August 30 2002 – Danish wind turbine orders are expected to pick up dramatically in the second half of 2002 compared with the first, as investors scurry to lock into government subsidies for wind power before they’re cut, market participants say.

“Everybody knows that if you put up a turbine next year, the price you’ll get will be less,” Henning Parbo, wind power analyst with Eltra, the electricity transmission system operator for the western part of Denmark, told Dow Jones Newswires Friday.

“Nobody knows just how much less,” he added.

New turbines with a cumulative production capacity of 200 MW will be installed during the second half compared with 23 MW in the first half, Eltra estimates.

In 2001, 115 MW of new wind-power capacity were installed in Denmark. Over 6800 MW were installed worldwide.

The recently-elected right-center government has pledged to reduce the subsidy to wind power, siding with critics who contend that it results in overly high power prices and threatens Danish competitiveness.

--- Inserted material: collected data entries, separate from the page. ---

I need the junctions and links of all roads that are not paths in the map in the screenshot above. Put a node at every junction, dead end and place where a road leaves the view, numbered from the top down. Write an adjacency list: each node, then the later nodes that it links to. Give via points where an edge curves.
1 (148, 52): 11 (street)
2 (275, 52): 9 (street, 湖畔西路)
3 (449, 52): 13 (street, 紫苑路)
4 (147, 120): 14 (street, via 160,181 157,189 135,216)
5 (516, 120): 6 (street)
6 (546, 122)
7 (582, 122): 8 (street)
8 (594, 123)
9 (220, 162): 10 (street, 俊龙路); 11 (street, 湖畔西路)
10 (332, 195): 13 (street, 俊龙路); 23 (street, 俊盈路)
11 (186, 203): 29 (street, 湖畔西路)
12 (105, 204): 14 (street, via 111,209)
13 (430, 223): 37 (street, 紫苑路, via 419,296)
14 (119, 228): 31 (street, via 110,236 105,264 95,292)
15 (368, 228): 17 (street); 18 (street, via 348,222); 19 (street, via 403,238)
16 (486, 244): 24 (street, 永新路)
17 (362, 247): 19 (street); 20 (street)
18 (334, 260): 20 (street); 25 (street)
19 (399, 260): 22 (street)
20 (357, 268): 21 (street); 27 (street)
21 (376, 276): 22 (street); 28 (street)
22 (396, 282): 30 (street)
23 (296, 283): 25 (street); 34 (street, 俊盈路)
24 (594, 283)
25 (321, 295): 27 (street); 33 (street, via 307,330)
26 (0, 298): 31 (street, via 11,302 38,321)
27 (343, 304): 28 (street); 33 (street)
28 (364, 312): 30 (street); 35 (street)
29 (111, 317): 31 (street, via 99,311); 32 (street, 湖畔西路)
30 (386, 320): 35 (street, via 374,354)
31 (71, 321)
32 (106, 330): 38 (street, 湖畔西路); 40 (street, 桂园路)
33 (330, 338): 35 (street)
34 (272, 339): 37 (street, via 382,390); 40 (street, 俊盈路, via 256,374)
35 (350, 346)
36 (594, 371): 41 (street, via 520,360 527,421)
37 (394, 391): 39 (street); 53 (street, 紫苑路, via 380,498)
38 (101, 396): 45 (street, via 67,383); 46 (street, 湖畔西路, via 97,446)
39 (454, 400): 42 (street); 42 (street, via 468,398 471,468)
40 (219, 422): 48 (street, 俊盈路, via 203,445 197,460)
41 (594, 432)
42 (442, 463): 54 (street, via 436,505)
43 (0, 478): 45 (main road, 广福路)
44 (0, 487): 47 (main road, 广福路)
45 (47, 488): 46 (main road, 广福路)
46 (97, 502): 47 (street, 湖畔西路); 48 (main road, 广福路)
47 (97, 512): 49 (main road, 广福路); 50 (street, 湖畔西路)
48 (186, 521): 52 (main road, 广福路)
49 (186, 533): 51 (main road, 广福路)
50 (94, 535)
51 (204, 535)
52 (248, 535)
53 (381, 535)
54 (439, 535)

Turbine owners presently are guaranteed a price of 0.60 krone ($1=DKK7.5380) a kWh, and the government is said to be planning to lower that to a combination of what power sells for on the Nordic spot market plus DKK0.27/kWh.

The Danish energy agency is working on the new proposal and is expected to make a recommendation to parliament in October.

Denmark is home to two of the world’s largest wind turbine makers, Vestas Wind Systems A/S and NEG Micon A/S.